DATA PROVIDED below:

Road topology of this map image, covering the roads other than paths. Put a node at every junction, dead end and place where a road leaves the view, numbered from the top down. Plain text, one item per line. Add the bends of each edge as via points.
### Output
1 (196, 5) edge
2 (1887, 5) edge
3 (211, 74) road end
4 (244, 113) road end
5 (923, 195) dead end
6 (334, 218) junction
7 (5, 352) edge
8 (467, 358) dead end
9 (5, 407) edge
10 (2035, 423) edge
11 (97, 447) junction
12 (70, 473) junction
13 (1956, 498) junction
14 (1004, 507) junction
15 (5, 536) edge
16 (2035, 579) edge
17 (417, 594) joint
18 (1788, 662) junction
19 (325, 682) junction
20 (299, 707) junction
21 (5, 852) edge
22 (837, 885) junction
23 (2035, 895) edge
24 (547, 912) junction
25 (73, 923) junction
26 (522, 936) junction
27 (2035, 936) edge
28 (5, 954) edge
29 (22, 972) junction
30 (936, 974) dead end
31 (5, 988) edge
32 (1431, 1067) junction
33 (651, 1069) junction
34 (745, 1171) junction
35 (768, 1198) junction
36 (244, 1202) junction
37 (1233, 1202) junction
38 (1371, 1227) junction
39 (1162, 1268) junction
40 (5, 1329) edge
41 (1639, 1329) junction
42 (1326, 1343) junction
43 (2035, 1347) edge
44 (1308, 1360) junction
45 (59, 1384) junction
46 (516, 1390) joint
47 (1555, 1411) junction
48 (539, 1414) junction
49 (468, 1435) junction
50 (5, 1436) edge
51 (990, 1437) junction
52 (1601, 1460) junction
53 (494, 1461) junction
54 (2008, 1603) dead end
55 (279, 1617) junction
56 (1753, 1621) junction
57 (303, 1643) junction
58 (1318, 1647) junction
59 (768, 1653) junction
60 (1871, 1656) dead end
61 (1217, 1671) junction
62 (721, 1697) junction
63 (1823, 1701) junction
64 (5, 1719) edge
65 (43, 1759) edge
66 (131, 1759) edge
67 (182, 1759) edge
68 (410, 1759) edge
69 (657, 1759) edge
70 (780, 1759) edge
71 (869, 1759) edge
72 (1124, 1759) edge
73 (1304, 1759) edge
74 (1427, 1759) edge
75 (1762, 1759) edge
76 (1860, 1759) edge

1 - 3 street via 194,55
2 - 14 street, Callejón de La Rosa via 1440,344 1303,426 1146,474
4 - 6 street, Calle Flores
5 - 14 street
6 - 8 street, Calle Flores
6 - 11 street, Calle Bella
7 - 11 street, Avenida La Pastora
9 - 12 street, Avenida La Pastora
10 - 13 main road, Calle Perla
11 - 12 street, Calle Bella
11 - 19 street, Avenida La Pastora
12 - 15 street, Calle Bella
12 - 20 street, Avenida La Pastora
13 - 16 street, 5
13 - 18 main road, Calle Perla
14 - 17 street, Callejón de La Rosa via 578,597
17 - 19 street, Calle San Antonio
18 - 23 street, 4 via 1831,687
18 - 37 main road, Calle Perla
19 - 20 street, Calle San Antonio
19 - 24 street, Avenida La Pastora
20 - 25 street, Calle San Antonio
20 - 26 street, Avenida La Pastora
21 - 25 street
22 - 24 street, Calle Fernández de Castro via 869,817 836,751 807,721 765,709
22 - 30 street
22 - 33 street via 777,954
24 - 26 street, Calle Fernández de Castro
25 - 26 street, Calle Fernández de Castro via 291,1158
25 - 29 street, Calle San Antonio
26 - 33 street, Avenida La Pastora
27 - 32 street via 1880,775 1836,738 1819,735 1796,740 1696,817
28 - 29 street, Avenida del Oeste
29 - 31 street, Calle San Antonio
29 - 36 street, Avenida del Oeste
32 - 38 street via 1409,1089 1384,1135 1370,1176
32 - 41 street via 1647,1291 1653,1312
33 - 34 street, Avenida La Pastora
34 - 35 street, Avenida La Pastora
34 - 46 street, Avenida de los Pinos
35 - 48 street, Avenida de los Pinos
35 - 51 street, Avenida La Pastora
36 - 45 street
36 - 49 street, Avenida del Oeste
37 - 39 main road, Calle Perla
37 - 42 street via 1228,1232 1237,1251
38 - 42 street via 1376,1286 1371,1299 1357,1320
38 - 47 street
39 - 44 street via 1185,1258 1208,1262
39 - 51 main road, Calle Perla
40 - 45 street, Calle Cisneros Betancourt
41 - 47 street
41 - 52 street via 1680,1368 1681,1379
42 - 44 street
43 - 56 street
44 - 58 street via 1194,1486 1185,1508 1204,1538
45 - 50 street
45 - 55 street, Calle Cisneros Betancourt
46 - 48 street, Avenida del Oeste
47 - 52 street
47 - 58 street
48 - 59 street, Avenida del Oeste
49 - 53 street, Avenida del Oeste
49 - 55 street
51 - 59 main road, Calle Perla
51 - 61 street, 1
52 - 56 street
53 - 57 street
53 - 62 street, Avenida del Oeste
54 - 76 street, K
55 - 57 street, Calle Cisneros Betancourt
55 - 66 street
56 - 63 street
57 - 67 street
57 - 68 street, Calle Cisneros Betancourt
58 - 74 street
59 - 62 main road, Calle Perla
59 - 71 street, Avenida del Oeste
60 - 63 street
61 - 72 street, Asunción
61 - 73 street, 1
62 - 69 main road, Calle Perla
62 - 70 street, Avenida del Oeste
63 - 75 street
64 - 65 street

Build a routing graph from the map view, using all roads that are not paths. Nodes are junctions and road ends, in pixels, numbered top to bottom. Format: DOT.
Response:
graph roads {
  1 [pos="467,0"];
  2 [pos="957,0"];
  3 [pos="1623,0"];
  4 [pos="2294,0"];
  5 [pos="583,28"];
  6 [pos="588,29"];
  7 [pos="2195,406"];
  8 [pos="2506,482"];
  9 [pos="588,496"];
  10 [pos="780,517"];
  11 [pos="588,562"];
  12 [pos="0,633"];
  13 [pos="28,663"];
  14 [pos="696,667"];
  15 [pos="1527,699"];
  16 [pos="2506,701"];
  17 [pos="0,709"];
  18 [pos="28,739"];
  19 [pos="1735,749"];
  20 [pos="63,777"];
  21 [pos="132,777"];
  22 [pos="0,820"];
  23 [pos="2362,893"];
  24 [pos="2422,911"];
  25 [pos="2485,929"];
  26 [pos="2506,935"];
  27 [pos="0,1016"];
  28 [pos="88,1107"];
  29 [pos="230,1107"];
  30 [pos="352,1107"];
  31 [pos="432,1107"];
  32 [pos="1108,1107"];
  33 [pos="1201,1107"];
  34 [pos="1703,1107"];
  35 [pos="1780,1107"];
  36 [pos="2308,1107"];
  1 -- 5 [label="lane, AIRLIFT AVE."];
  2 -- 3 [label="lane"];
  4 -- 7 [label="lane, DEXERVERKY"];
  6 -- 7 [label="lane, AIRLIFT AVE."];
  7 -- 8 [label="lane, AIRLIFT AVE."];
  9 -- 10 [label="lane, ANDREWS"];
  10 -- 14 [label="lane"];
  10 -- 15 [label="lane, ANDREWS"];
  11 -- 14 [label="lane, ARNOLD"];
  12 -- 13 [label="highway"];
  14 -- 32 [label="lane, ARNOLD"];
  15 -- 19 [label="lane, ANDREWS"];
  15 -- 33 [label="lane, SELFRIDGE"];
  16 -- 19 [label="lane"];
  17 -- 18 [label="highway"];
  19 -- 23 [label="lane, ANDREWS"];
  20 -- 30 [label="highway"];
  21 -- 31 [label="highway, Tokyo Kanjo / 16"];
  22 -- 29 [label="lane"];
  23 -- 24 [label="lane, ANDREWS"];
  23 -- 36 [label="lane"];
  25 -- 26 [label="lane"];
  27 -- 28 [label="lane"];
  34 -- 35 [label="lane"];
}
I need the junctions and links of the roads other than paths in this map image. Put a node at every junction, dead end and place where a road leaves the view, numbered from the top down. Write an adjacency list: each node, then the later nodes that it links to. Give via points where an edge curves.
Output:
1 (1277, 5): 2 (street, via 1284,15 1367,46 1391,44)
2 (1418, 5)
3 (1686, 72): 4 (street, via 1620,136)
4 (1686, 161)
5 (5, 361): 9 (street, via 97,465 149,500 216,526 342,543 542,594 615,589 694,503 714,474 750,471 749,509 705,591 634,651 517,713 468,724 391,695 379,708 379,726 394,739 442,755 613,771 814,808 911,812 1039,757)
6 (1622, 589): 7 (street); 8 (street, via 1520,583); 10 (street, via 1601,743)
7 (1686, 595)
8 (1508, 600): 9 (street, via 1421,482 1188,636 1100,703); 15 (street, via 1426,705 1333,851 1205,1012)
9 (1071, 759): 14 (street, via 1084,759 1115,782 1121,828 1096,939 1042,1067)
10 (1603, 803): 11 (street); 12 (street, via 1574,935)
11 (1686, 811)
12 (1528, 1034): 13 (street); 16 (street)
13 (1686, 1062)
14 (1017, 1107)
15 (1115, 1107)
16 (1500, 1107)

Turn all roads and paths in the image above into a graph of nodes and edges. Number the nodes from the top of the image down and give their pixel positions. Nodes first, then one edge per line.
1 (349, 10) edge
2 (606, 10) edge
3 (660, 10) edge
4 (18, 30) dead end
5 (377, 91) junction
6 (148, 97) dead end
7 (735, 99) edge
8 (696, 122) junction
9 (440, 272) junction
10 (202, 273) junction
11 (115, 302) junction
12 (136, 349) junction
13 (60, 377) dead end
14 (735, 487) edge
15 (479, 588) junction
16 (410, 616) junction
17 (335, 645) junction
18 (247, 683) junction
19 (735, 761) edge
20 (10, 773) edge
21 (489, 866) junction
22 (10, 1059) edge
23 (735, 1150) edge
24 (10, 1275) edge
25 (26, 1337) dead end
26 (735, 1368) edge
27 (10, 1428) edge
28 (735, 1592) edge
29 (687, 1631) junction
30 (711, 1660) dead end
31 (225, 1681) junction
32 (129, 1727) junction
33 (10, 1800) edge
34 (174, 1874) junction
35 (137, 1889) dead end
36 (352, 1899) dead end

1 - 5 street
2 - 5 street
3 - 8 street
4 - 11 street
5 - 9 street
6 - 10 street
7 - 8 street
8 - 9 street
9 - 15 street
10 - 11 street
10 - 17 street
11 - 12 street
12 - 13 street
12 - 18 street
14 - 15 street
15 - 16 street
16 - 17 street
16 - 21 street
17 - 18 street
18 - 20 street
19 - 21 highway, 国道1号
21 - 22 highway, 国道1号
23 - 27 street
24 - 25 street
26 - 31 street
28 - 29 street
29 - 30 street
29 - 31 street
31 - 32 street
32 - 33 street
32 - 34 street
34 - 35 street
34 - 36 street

End of DATA PROVIDED.

Your task is to gather all lines from the entries above that hold the word "numbered".

Road topology of this map image, covering the roads other than paths. Put a node at every junction, dead end and place where a road leaves the view, numbered from the top down. Plain text, one item per line. Add the bends of each edge as via points.
Build a routing graph from the map view, using all roads that are not paths. Nodes are junctions and road ends, in pixels, numbered top to bottom. Format: DOT.
I need the junctions and links of the roads other than paths in this map image. Put a node at every junction, dead end and place where a road leaves the view, numbered from the top down. Write an adjacency list: each node, then the later nodes that it links to. Give via points where an edge curves.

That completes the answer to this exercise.